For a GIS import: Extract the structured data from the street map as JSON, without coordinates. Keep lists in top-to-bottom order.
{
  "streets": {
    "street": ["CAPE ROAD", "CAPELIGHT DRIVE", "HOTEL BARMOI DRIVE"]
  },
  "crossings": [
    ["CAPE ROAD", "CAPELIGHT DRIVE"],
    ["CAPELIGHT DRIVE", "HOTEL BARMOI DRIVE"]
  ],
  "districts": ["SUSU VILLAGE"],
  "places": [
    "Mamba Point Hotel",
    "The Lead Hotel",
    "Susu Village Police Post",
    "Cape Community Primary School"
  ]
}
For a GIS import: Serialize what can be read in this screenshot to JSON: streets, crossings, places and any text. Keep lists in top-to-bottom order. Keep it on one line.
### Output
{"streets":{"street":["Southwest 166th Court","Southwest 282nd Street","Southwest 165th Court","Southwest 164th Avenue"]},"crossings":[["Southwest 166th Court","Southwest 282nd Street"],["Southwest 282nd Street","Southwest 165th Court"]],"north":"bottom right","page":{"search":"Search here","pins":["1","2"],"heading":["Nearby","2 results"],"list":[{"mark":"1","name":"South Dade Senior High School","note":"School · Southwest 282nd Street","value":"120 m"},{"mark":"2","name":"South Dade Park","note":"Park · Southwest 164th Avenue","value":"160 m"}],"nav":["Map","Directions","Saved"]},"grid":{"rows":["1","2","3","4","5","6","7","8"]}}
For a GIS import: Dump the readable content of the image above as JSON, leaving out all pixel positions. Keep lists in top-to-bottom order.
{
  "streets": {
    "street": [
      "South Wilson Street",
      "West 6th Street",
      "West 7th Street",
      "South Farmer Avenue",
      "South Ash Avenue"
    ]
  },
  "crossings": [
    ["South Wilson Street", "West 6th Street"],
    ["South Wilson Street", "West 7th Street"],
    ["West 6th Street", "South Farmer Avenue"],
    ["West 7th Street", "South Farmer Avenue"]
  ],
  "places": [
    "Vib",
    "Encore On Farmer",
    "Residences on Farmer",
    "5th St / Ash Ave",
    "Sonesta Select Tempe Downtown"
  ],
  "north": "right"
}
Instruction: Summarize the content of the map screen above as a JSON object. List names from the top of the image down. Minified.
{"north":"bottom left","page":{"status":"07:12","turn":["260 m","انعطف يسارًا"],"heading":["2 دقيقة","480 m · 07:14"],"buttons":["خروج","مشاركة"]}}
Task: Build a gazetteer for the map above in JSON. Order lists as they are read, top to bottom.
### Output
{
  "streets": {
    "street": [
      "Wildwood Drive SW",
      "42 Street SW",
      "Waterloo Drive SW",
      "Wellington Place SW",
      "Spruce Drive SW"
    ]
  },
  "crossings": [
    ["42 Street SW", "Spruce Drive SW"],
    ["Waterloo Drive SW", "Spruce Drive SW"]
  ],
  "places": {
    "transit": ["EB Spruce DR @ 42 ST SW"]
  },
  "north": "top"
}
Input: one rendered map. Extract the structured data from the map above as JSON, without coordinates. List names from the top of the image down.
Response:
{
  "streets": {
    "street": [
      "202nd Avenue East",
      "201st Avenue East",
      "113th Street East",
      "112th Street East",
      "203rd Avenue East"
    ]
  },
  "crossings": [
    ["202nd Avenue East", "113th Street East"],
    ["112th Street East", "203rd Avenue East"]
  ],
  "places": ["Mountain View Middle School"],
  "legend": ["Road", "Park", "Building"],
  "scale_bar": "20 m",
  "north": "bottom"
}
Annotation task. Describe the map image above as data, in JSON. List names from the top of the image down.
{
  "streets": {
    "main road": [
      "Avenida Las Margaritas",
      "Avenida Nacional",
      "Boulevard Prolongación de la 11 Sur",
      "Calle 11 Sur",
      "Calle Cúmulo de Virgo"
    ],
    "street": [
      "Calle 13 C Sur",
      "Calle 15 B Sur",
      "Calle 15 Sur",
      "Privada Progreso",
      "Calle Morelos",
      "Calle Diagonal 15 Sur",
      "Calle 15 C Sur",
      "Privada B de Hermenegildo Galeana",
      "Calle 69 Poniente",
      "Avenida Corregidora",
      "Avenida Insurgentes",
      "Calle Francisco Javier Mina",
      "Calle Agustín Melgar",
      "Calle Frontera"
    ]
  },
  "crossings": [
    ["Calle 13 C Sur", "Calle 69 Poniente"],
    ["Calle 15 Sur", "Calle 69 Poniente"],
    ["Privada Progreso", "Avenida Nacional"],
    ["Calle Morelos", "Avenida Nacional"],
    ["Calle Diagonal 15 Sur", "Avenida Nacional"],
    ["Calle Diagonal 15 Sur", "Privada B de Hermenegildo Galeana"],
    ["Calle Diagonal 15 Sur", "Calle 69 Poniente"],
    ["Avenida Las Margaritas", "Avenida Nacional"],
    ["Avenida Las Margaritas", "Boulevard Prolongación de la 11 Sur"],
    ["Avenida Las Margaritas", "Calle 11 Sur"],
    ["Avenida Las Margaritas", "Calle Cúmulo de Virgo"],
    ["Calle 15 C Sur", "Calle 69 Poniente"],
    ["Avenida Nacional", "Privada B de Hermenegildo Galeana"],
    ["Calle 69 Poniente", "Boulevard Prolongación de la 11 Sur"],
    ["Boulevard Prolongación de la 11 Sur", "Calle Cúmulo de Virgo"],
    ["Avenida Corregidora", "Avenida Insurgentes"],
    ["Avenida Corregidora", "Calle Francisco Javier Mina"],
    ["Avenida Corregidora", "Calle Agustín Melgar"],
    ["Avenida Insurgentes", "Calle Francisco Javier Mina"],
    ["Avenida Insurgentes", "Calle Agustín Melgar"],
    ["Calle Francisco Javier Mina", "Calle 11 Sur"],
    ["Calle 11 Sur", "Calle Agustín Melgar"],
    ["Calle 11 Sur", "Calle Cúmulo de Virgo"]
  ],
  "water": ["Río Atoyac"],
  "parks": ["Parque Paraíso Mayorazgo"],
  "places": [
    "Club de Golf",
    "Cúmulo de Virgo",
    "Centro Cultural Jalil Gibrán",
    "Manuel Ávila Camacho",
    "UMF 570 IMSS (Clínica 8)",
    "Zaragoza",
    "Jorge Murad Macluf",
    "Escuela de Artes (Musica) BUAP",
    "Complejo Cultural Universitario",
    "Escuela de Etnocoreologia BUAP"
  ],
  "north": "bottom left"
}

*WHAT YOU ARE ASKED TO DO*: Above are the entries; return each one exactly.

*THE COMPLETED TASK*:
For a GIS import: Extract the structured data from the street map as JSON, without coordinates. Keep lists in top-to-bottom order.
{
  "streets": {
    "street": ["CAPE ROAD", "CAPELIGHT DRIVE", "HOTEL BARMOI DRIVE"]
  },
  "crossings": [
    ["CAPE ROAD", "CAPELIGHT DRIVE"],
    ["CAPELIGHT DRIVE", "HOTEL BARMOI DRIVE"]
  ],
  "districts": ["SUSU VILLAGE"],
  "places": [
    "Mamba Point Hotel",
    "The Lead Hotel",
    "Susu Village Police Post",
    "Cape Community Primary School"
  ]
}
For a GIS import: Serialize what can be read in this screenshot to JSON: streets, crossings, places and any text. Keep lists in top-to-bottom order. Keep it on one line.
### Output
{"streets":{"street":["Southwest 166th Court","Southwest 282nd Street","Southwest 165th Court","Southwest 164th Avenue"]},"crossings":[["Southwest 166th Court","Southwest 282nd Street"],["Southwest 282nd Street","Southwest 165th Court"]],"north":"bottom right","page":{"search":"Search here","pins":["1","2"],"heading":["Nearby","2 results"],"list":[{"mark":"1","name":"South Dade Senior High School","note":"School · Southwest 282nd Street","value":"120 m"},{"mark":"2","name":"South Dade Park","note":"Park · Southwest 164th Avenue","value":"160 m"}],"nav":["Map","Directions","Saved"]},"grid":{"rows":["1","2","3","4","5","6","7","8"]}}
For a GIS import: Dump the readable content of the image above as JSON, leaving out all pixel positions. Keep lists in top-to-bottom order.
{
  "streets": {
    "street": [
      "South Wilson Street",
      "West 6th Street",
      "West 7th Street",
      "South Farmer Avenue",
      "South Ash Avenue"
    ]
  },
  "crossings": [
    ["South Wilson Street", "West 6th Street"],
    ["South Wilson Street", "West 7th Street"],
    ["West 6th Street", "South Farmer Avenue"],
    ["West 7th Street", "South Farmer Avenue"]
  ],
  "places": [
    "Vib",
    "Encore On Farmer",
    "Residences on Farmer",
    "5th St / Ash Ave",
    "Sonesta Select Tempe Downtown"
  ],
  "north": "right"
}
Instruction: Summarize the content of the map screen above as a JSON object. List names from the top of the image down. Minified.
{"north":"bottom left","page":{"status":"07:12","turn":["260 m","انعطف يسارًا"],"heading":["2 دقيقة","480 m · 07:14"],"buttons":["خروج","مشاركة"]}}
Task: Build a gazetteer for the map above in JSON. Order lists as they are read, top to bottom.
### Output
{
  "streets": {
    "street": [
      "Wildwood Drive SW",
      "42 Street SW",
      "Waterloo Drive SW",
      "Wellington Place SW",
      "Spruce Drive SW"
    ]
  },
  "crossings": [
    ["42 Street SW", "Spruce Drive SW"],
    ["Waterloo Drive SW", "Spruce Drive SW"]
  ],
  "places": {
    "transit": ["EB Spruce DR @ 42 ST SW"]
  },
  "north": "top"
}
Input: one rendered map. Extract the structured data from the map above as JSON, without coordinates. List names from the top of the image down.
Response:
{
  "streets": {
    "street": [
      "202nd Avenue East",
      "201st Avenue East",
      "113th Street East",
      "112th Street East",
      "203rd Avenue East"
    ]
  },
  "crossings": [
    ["202nd Avenue East", "113th Street East"],
    ["112th Street East", "203rd Avenue East"]
  ],
  "places": ["Mountain View Middle School"],
  "legend": ["Road", "Park", "Building"],
  "scale_bar": "20 m",
  "north": "bottom"
}
Annotation task. Describe the map image above as data, in JSON. List names from the top of the image down.
{
  "streets": {
    "main road": [
      "Avenida Las Margaritas",
      "Avenida Nacional",
      "Boulevard Prolongación de la 11 Sur",
      "Calle 11 Sur",
      "Calle Cúmulo de Virgo"
    ],
    "street": [
      "Calle 13 C Sur",
      "Calle 15 B Sur",
      "Calle 15 Sur",
      "Privada Progreso",
      "Calle Morelos",
      "Calle Diagonal 15 Sur",
      "Calle 15 C Sur",
      "Privada B de Hermenegildo Galeana",
      "Calle 69 Poniente",
      "Avenida Corregidora",
      "Avenida Insurgentes",
      "Calle Francisco Javier Mina",
      "Calle Agustín Melgar",
      "Calle Frontera"
    ]
  },
  "crossings": [
    ["Calle 13 C Sur", "Calle 69 Poniente"],
    ["Calle 15 Sur", "Calle 69 Poniente"],
    ["Privada Progreso", "Avenida Nacional"],
    ["Calle Morelos", "Avenida Nacional"],
    ["Calle Diagonal 15 Sur", "Avenida Nacional"],
    ["Calle Diagonal 15 Sur", "Privada B de Hermenegildo Galeana"],
    ["Calle Diagonal 15 Sur", "Calle 69 Poniente"],
    ["Avenida Las Margaritas", "Avenida Nacional"],
    ["Avenida Las Margaritas", "Boulevard Prolongación de la 11 Sur"],
    ["Avenida Las Margaritas", "Calle 11 Sur"],
    ["Avenida Las Margaritas", "Calle Cúmulo de Virgo"],
    ["Calle 15 C Sur", "Calle 69 Poniente"],
    ["Avenida Nacional", "Privada B de Hermenegildo Galeana"],
    ["Calle 69 Poniente", "Boulevard Prolongación de la 11 Sur"],
    ["Boulevard Prolongación de la 11 Sur", "Calle Cúmulo de Virgo"],
    ["Avenida Corregidora", "Avenida Insurgentes"],
    ["Avenida Corregidora", "Calle Francisco Javier Mina"],
    ["Avenida Corregidora", "Calle Agustín Melgar"],
    ["Avenida Insurgentes", "Calle Francisco Javier Mina"],
    ["Avenida Insurgentes", "Calle Agustín Melgar"],
    ["Calle Francisco Javier Mina", "Calle 11 Sur"],
    ["Calle 11 Sur", "Calle Agustín Melgar"],
    ["Calle 11 Sur", "Calle Cúmulo de Virgo"]
  ],
  "water": ["Río Atoyac"],
  "parks": ["Parque Paraíso Mayorazgo"],
  "places": [
    "Club de Golf",
    "Cúmulo de Virgo",
    "Centro Cultural Jalil Gibrán",
    "Manuel Ávila Camacho",
    "UMF 570 IMSS (Clínica 8)",
    "Zaragoza",
    "Jorge Murad Macluf",
    "Escuela de Artes (Musica) BUAP",
    "Complejo Cultural Universitario",
    "Escuela de Etnocoreologia BUAP"
  ],
  "north": "bottom left"
}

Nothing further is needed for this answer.